Every day we head further down the path of an isolated work reality, this void increases … as does the need to enhance human interpersonal communication through intentional and often new techniques.

This shift has presented professionals with a wealth of opportunities, including increased flexibility, access to a wider talent pool, and the potential for an improved work-life balance.

These are helpful on a human level but as the traditional office setting gives way to laptops and virtual meeting spaces, it is crucial for leaders to adapt their styles of communication and find ways to retain their influence, in lieu of face-to-face time.

1. Fostering Relationships through a Screen

The move to remote work has brought about a decline in traditional workplace relationships, and their natural progression. However, research has shown that social support from coworkers can contribute to being happy and satisfied in the workplace.
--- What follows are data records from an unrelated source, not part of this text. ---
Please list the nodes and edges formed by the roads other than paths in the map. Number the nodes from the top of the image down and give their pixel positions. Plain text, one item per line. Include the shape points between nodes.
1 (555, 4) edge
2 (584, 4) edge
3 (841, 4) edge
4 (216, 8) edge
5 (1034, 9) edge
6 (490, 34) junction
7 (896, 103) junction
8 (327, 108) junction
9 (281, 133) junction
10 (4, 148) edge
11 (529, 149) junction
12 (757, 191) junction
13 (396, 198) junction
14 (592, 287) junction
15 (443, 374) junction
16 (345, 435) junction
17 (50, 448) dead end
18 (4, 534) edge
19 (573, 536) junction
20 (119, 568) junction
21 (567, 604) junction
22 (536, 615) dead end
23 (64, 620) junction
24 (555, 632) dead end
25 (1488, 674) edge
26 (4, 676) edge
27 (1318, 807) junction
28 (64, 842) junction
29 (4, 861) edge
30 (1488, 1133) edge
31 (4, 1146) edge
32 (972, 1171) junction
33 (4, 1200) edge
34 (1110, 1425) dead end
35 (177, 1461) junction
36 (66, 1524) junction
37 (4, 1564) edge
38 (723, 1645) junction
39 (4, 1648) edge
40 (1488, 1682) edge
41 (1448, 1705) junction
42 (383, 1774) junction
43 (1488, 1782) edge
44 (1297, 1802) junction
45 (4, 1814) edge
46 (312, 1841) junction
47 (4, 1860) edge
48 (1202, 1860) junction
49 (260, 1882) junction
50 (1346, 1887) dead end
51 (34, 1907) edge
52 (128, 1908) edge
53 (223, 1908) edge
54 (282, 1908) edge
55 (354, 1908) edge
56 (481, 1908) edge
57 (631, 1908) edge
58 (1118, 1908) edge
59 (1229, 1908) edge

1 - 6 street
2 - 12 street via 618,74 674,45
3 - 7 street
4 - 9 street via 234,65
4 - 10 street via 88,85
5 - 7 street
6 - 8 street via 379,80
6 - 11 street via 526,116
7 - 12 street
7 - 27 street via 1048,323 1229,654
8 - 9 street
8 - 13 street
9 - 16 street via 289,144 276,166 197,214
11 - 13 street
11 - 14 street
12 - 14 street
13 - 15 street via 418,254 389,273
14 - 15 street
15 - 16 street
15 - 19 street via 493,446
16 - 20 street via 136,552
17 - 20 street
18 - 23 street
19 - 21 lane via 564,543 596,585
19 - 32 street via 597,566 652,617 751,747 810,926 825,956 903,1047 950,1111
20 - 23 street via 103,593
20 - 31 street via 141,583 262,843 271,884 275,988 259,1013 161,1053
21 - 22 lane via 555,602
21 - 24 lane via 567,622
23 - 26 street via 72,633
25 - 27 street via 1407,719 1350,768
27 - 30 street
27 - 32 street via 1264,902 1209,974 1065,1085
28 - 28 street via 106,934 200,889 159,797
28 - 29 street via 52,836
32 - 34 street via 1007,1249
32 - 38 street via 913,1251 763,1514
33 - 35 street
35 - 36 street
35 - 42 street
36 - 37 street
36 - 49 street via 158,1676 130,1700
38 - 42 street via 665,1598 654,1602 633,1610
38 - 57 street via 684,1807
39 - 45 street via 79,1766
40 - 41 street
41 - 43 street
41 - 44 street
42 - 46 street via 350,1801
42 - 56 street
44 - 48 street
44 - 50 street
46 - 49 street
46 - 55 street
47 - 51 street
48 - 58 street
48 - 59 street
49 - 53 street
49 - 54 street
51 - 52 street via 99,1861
A survey by Red Thread Research earlier this year found that organisations with more connections are 5.4 times more likely to be agile, 3.2 times more likely to have satisfied customers, and 2.3 times more likely to have engaged employees. By prioritising strong relationships, professionals can foster collaboration, share ideas, and work towards common goals.

Harvard Business Review said it best: “social capital can only be sustained with connection and relationship maintenance”. When working remotely, professionals face the challenge of effectively communicating and forging a sense of unity within their teams.